La batalla la dan los injustos contra los justificados por Dios, pero el mensaje es el mismo para todos: arrepentíos y creed en el Evangelio. Sabemos que creerán aquellos que fueron ordenados para vida eterna, desde antes de la fundación del mundo. Sabemos por igual que el diablo siembra cizaña junto al trigo, que las cabras corren solas al aprisco de las ovejas para maltratarlas, que existen pastores asalariados que dejan entrar el lobo al corral y huyen con su salario a cuestas. Nuestro deber sigue siendo juzgar con justo juicio, discriminar y examinar para ver qué espíritus son de Dios.
Hay espíritus (personas) que no son de Dios, cuyo evangelio es el otro del extraño, el que ablanda las palabras de Jesús y transforma la doctrina del Padre para hacerla grata a los oídos de las masas. Existen pastores que ordenan a sus ovejas a silenciar el tema de la predestinación, incluso permiten que lo crean pero para ellos mismos, en silencio. Saben que eso los atormenta, que esa doctrina espanta a muchos en sus sinagogas, los cuales dejarán las bancas libres y las arcas un poco vacías. Hay otros pastores que aseguran que Dios es soberano, pero no tan soberano; al parecer todos ellos parecen ignorar el significado de la justicia de Dios. Tienen gran celo por Dios, pero no conforme a entendimiento (Romanos 10:1-4).
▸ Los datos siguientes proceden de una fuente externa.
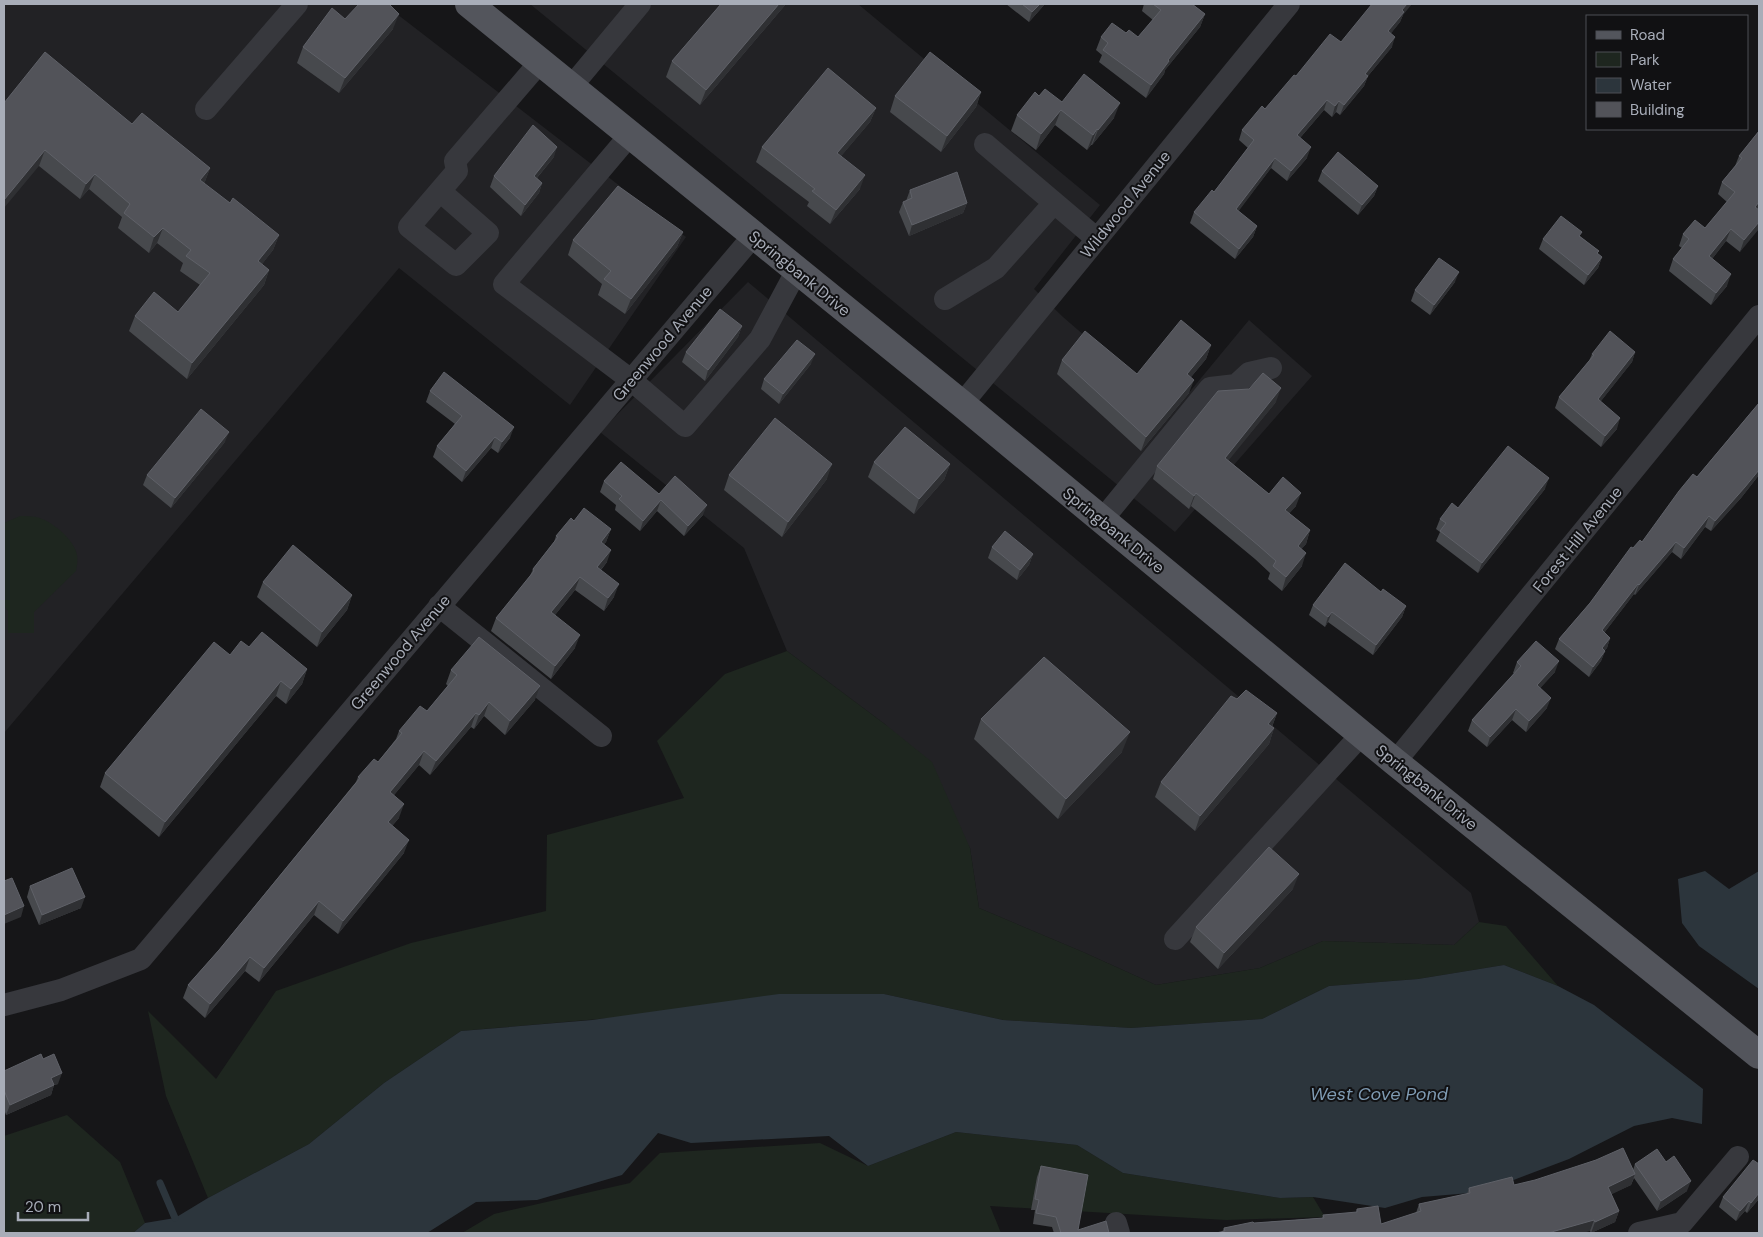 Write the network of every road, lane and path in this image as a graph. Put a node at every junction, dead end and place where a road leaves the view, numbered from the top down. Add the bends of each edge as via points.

En lugar de construir una torre muy alta hagamos un lugar en el suelo para nuestras rodillas, donde podamos inclinarnos ante el Todopoderoso que nos hizo. Ese mismo Dios asegura que hizo al malo para el día malo, que hace el bien y crea el mal, que mata y da vida, que no hay quien detenga su mano y le diga: ¡Epa!, ¿qué haces? En lugar de hacernos un nombre para nosotros, hablemos de la gloria del único sabio Dios, porque Dios honra a los que le honran. En lugar de luchar contra Jehová, amistémonos ahora con Él y por eso nos vendrá paz.